John Smith
John Smith

Reputation: 6207

Logging all operations: the good design pattern?

I have a class:

class Phone
{
    public function addnewnumber ($name, $number)
    {
    }
}

now let's imagine that I want to log all operations. I dont want to put something like Logger::add(); inside addnewnumber() - maybe its not possible to modify that class. Then how to solve it?

Upvotes: 1

Views: 266

Answers (2)

Jon
Jon

Reputation: 437794

In some cases you can use a proxy class that wraps your objects and allows you to forward function calls using __call. It would look something like this:

class Proxy
{
    private $_target;
    public function __construct($target)
    {
        $this->_target = $target;
    }

    public function __call($name, $params)
    {
        $callable = array($this->_target, $name);
        if (!is_callable($callable)) {
            trigger_error('Call to undefined method '.
                           get_class($this->_target).'::'.$name, E_USER_ERROR);
        }

        return $this->dispatch($callable, $params);
    }

    protected function dispatch($callable, $params)
    {
        return call_user_func_array($callable, $params);
    }
}

You can then derive from this class and override dispatch to perform custom processing:

class LoggingProxy extends Proxy
{
    protected function dispatch($callable, $params)
    {
        echo "Before calling ".get_class($callable[0]).'::'.$callable[1]."\n";
        $return = parent::dispatch($callable, $params);
        echo "After calling ".get_class($callable[0]).'::'.$callable[1]."\n";
        return $return;
    }
}

And use it like:

$proxy = new LoggingProxy(new Phone);
$proxy->addnewnumber(1, 2);

See it in action.

However, this approach does have some drawbacks:

  • It doesn't work with code that expects a certain type of object (you are passing around a Proxy instead of a Phone)
  • It doesn't allow you to access non-public members of the wrapped class

Upvotes: 1

Hugo Delsing
Hugo Delsing

Reputation: 14173

You cannot call some logging function automatically on every method of every class.
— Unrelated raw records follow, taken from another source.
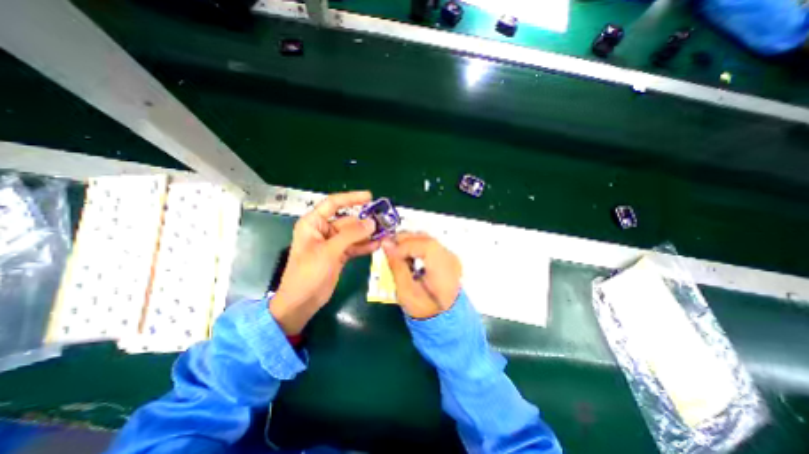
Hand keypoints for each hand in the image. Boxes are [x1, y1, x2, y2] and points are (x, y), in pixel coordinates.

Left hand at [271, 189, 378, 334]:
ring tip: (385, 233)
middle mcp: (323, 230)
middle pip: (348, 221)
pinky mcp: (339, 255)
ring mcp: (333, 243)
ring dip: (368, 235)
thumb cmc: (308, 273)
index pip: (333, 204)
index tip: (369, 197)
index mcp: (313, 223)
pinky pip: (355, 246)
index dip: (351, 198)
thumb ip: (351, 235)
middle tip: (384, 223)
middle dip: (365, 222)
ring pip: (353, 234)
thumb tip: (372, 222)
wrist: (301, 302)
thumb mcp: (329, 251)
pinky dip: (365, 246)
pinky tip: (378, 245)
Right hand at [381, 234, 459, 318]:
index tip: (389, 252)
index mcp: (443, 267)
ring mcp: (450, 256)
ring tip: (396, 253)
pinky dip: (416, 246)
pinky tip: (408, 256)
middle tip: (388, 248)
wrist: (445, 319)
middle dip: (404, 240)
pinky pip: (429, 245)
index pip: (424, 245)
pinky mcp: (447, 257)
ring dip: (409, 242)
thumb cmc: (424, 309)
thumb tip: (386, 244)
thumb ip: (397, 265)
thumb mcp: (406, 291)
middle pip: (425, 237)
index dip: (404, 245)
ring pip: (426, 239)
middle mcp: (449, 257)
If you want to add logging to the phones addnewnumber method, without changing the class itself, you can extend it in your own class.

class Phone
{
    public function addnewnumber($name, $number)
    {
    }
    public function somethingelse()
    {
    }
}

class MyPhone extends Phone
{
    public function addnewnumber($name, $number)
    {
        Logger::Add();
        parent::addnewnumber($name, $number);
    }
}

now your MyPhone class has all the phone methods, but when calling the addnewnumber method it logs the number and then calls the actual method.